Activity:
Print the entries exactly; skip the pictures.

Top of The input

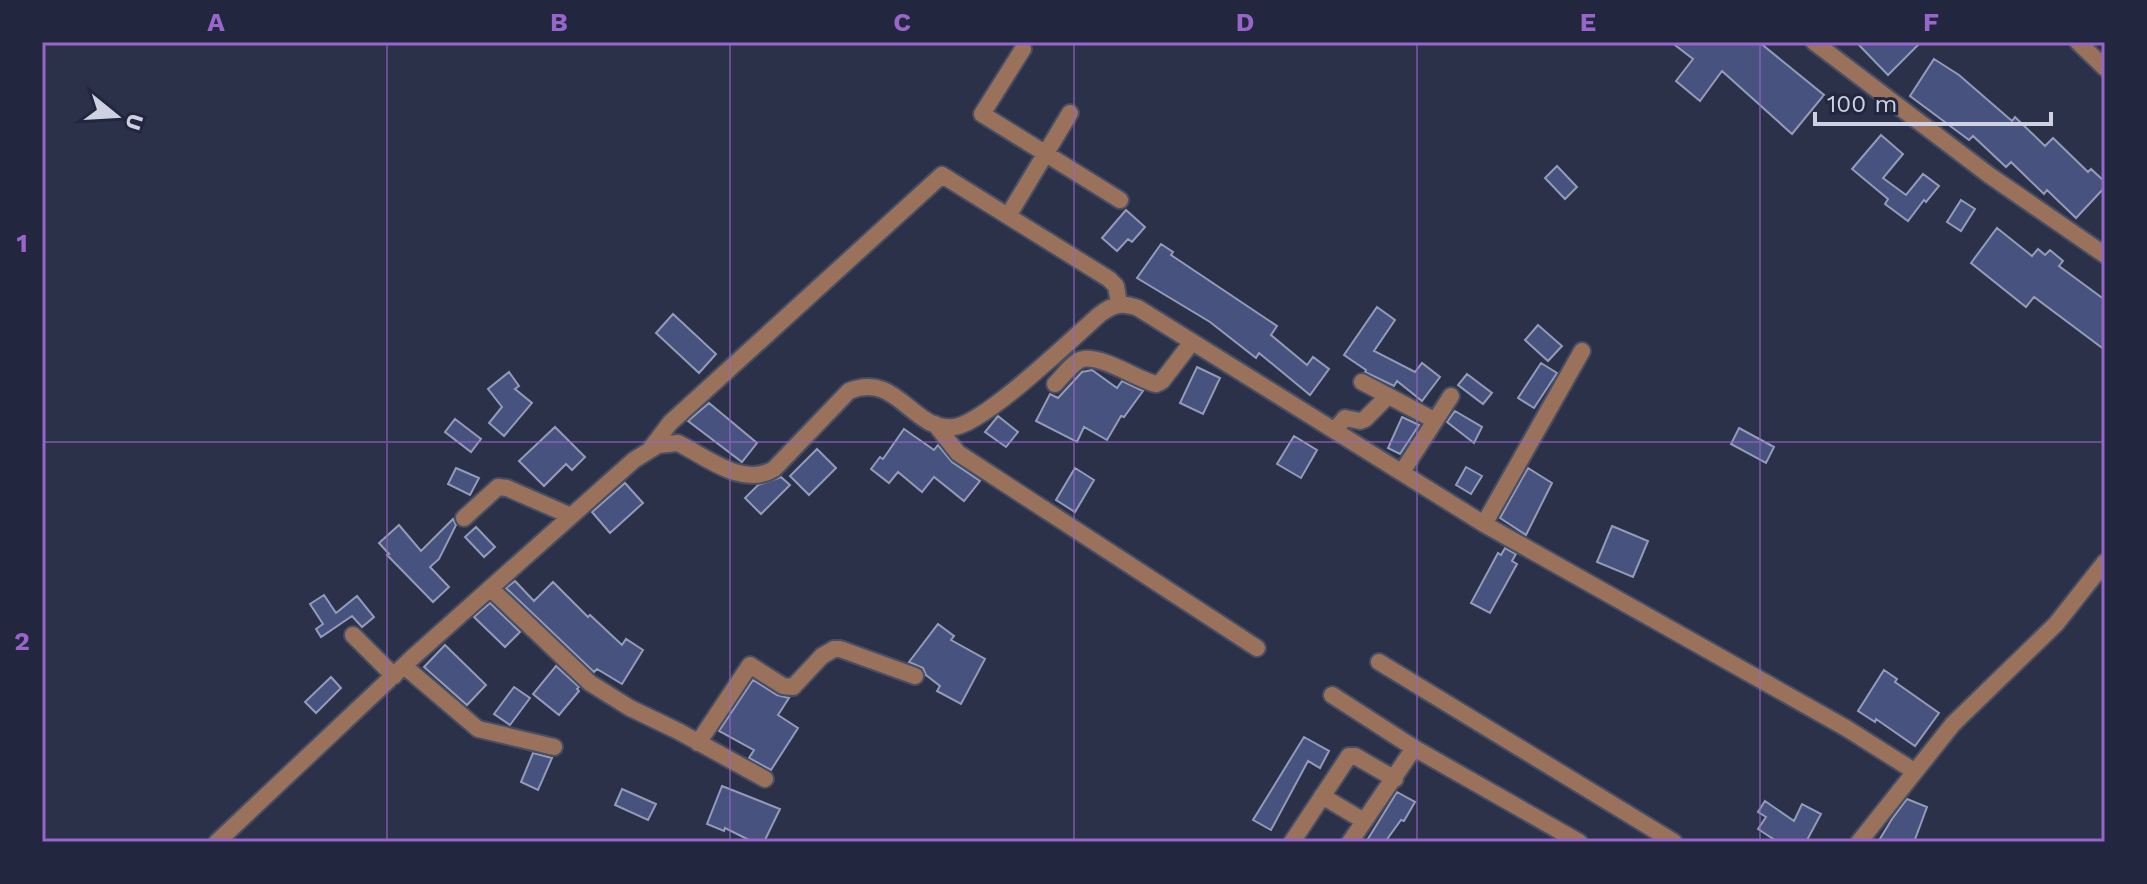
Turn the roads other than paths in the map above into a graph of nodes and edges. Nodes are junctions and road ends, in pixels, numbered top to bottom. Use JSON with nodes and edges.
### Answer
{"nodes":[{"id":1,"x":1814,"y":42,"type":"edge"},
{"id":2,"x":2078,"y":42,"type":"edge"},
{"id":3,"x":1023,"y":49,"type":"dead end"},
{"id":4,"x":2105,"y":68,"type":"edge"},
{"id":5,"x":1070,"y":113,"type":"dead end"},
{"id":6,"x":1046,"y":154,"type":"junction"},
{"id":7,"x":1120,"y":200,"type":"dead end"},
{"id":8,"x":1008,"y":216,"type":"junction"},
{"id":9,"x":2105,"y":255,"type":"edge"},
{"id":10,"x":1119,"y":304,"type":"junction"},
{"id":11,"x":1192,"y":342,"type":"junction"},
{"id":12,"x":1582,"y":351,"type":"dead end"},
{"id":13,"x":1362,"y":382,"type":"dead end"},
{"id":14,"x":1055,"y":384,"type":"dead end"},
{"id":15,"x":1388,"y":396,"type":"junction"},
{"id":16,"x":1451,"y":396,"type":"dead end"},
{"id":17,"x":1434,"y":420,"type":"junction"},
{"id":18,"x":935,"y":424,"type":"junction"},
{"id":19,"x":1335,"y":430,"type":"junction"},
{"id":20,"x":651,"y":448,"type":"junction"},
{"id":21,"x":1402,"y":472,"type":"junction"},
{"id":22,"x":571,"y":516,"type":"junction"},
{"id":23,"x":464,"y":518,"type":"dead end"},
{"id":24,"x":1484,"y":524,"type":"junction"},
{"id":25,"x":2105,"y":562,"type":"edge"},
{"id":26,"x":491,"y":589,"type":"junction"},
{"id":27,"x":353,"y":635,"type":"dead end"},
{"id":28,"x":1257,"y":648,"type":"dead end"},
{"id":29,"x":1379,"y":662,"type":"dead end"},
{"id":30,"x":399,"y":671,"type":"junction"},
{"id":31,"x":915,"y":676,"type":"dead end"},
{"id":32,"x":1332,"y":695,"type":"dead end"},
{"id":33,"x":698,"y":743,"type":"junction"},
{"id":34,"x":554,"y":747,"type":"dead end"},
{"id":35,"x":1414,"y":748,"type":"junction"},
{"id":36,"x":1914,"y":771,"type":"junction"},
{"id":37,"x":765,"y":779,"type":"dead end"},
{"id":38,"x":1395,"y":779,"type":"junction"},
{"id":39,"x":1322,"y":796,"type":"junction"},
{"id":40,"x":1364,"y":821,"type":"junction"},
{"id":41,"x":217,"y":842,"type":"edge"},
{"id":42,"x":1292,"y":842,"type":"edge"},
{"id":43,"x":1350,"y":842,"type":"edge"},
{"id":44,"x":1579,"y":842,"type":"edge"},
{"id":45,"x":1674,"y":842,"type":"edge"},
{"id":46,"x":1859,"y":842,"type":"edge"}],
"edges":[{"from":1,"to":9,"type":"street"},
{"from":2,"to":4,"type":"street"},
{"from":3,"to":6,"type":"street"},
{"from":5,"to":6,"type":"street"},
{"from":6,"to":7,"type":"street"},
{"from":6,"to":8,"type":"street"},
{"from":8,"to":10,"type":"street"},
{"from":8,"to":20,"type":"street"},
{"from":10,"to":11,"type":"street"},
{"from":10,"to":18,"type":"street"},
{"from":11,"to":14,"type":"street"},
{"from":11,"to":19,"type":"street"},
{"from":12,"to":24,"type":"street"},
{"from":13,"to":15,"type":"street"},
{"from":15,"to":17,"type":"street"},
{"from":15,"to":19,"type":"street"},
{"from":16,"to":17,"type":"street"},
{"from":17,"to":21,"type":"street"},
{"from":18,"to":20,"type":"street"},
{"from":18,"to":28,"type":"street"},
{"from":19,"to":21,"type":"street"},
{"from":20,"to":22,"type":"street"},
{"from":21,"to":24,"type":"street"},
{"from":22,"to":23,"type":"street"},
{"from":22,"to":26,"type":"street"},
{"from":24,"to":36,"type":"street"},
{"from":25,"to":36,"type":"street"},
{"from":26,"to":30,"type":"street"},
{"from":26,"to":33,"type":"street"},
{"from":27,"to":30,"type":"street"},
{"from":29,"to":45,"type":"street"},
{"from":30,"to":34,"type":"street"},
{"from":30,"to":41,"type":"street"},
{"from":31,"to":33,"type":"street"},
{"from":32,"to":35,"type":"street"},
{"from":33,"to":37,"type":"street"},
{"from":35,"to":38,"type":"street"},
{"from":35,"to":44,"type":"street"},
{"from":36,"to":46,"type":"street"},
{"from":38,"to":39,"type":"street"},
{"from":38,"to":40,"type":"street"},
{"from":39,"to":40,"type":"street"},
{"from":39,"to":42,"type":"street"},
{"from":40,"to":43,"type":"street"}]}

Bottom of The input

Final answer:
Turn the roads other than paths in the map above into a graph of nodes and edges. Nodes are junctions and road ends, in pixels, numbered top to bottom. Use JSON with nodes and edges.
### Answer
{"nodes":[{"id":1,"x":1814,"y":42,"type":"edge"},
{"id":2,"x":2078,"y":42,"type":"edge"},
{"id":3,"x":1023,"y":49,"type":"dead end"},
{"id":4,"x":2105,"y":68,"type":"edge"},
{"id":5,"x":1070,"y":113,"type":"dead end"},
{"id":6,"x":1046,"y":154,"type":"junction"},
{"id":7,"x":1120,"y":200,"type":"dead end"},
{"id":8,"x":1008,"y":216,"type":"junction"},
{"id":9,"x":2105,"y":255,"type":"edge"},
{"id":10,"x":1119,"y":304,"type":"junction"},
{"id":11,"x":1192,"y":342,"type":"junction"},
{"id":12,"x":1582,"y":351,"type":"dead end"},
{"id":13,"x":1362,"y":382,"type":"dead end"},
{"id":14,"x":1055,"y":384,"type":"dead end"},
{"id":15,"x":1388,"y":396,"type":"junction"},
{"id":16,"x":1451,"y":396,"type":"dead end"},
{"id":17,"x":1434,"y":420,"type":"junction"},
{"id":18,"x":935,"y":424,"type":"junction"},
{"id":19,"x":1335,"y":430,"type":"junction"},
{"id":20,"x":651,"y":448,"type":"junction"},
{"id":21,"x":1402,"y":472,"type":"junction"},
{"id":22,"x":571,"y":516,"type":"junction"},
{"id":23,"x":464,"y":518,"type":"dead end"},
{"id":24,"x":1484,"y":524,"type":"junction"},
{"id":25,"x":2105,"y":562,"type":"edge"},
{"id":26,"x":491,"y":589,"type":"junction"},
{"id":27,"x":353,"y":635,"type":"dead end"},
{"id":28,"x":1257,"y":648,"type":"dead end"},
{"id":29,"x":1379,"y":662,"type":"dead end"},
{"id":30,"x":399,"y":671,"type":"junction"},
{"id":31,"x":915,"y":676,"type":"dead end"},
{"id":32,"x":1332,"y":695,"type":"dead end"},
{"id":33,"x":698,"y":743,"type":"junction"},
{"id":34,"x":554,"y":747,"type":"dead end"},
{"id":35,"x":1414,"y":748,"type":"junction"},
{"id":36,"x":1914,"y":771,"type":"junction"},
{"id":37,"x":765,"y":779,"type":"dead end"},
{"id":38,"x":1395,"y":779,"type":"junction"},
{"id":39,"x":1322,"y":796,"type":"junction"},
{"id":40,"x":1364,"y":821,"type":"junction"},
{"id":41,"x":217,"y":842,"type":"edge"},
{"id":42,"x":1292,"y":842,"type":"edge"},
{"id":43,"x":1350,"y":842,"type":"edge"},
{"id":44,"x":1579,"y":842,"type":"edge"},
{"id":45,"x":1674,"y":842,"type":"edge"},
{"id":46,"x":1859,"y":842,"type":"edge"}],
"edges":[{"from":1,"to":9,"type":"street"},
{"from":2,"to":4,"type":"street"},
{"from":3,"to":6,"type":"street"},
{"from":5,"to":6,"type":"street"},
{"from":6,"to":7,"type":"street"},
{"from":6,"to":8,"type":"street"},
{"from":8,"to":10,"type":"street"},
{"from":8,"to":20,"type":"street"},
{"from":10,"to":11,"type":"street"},
{"from":10,"to":18,"type":"street"},
{"from":11,"to":14,"type":"street"},
{"from":11,"to":19,"type":"street"},
{"from":12,"to":24,"type":"street"},
{"from":13,"to":15,"type":"street"},
{"from":15,"to":17,"type":"street"},
{"from":15,"to":19,"type":"street"},
{"from":16,"to":17,"type":"street"},
{"from":17,"to":21,"type":"street"},
{"from":18,"to":20,"type":"street"},
{"from":18,"to":28,"type":"street"},
{"from":19,"to":21,"type":"street"},
{"from":20,"to":22,"type":"street"},
{"from":21,"to":24,"type":"street"},
{"from":22,"to":23,"type":"street"},
{"from":22,"to":26,"type":"street"},
{"from":24,"to":36,"type":"street"},
{"from":25,"to":36,"type":"street"},
{"from":26,"to":30,"type":"street"},
{"from":26,"to":33,"type":"street"},
{"from":27,"to":30,"type":"street"},
{"from":29,"to":45,"type":"street"},
{"from":30,"to":34,"type":"street"},
{"from":30,"to":41,"type":"street"},
{"from":31,"to":33,"type":"street"},
{"from":32,"to":35,"type":"street"},
{"from":33,"to":37,"type":"street"},
{"from":35,"to":38,"type":"street"},
{"from":35,"to":44,"type":"street"},
{"from":36,"to":46,"type":"street"},
{"from":38,"to":39,"type":"street"},
{"from":38,"to":40,"type":"street"},
{"from":39,"to":40,"type":"street"},
{"from":39,"to":42,"type":"street"},
{"from":40,"to":43,"type":"street"}]}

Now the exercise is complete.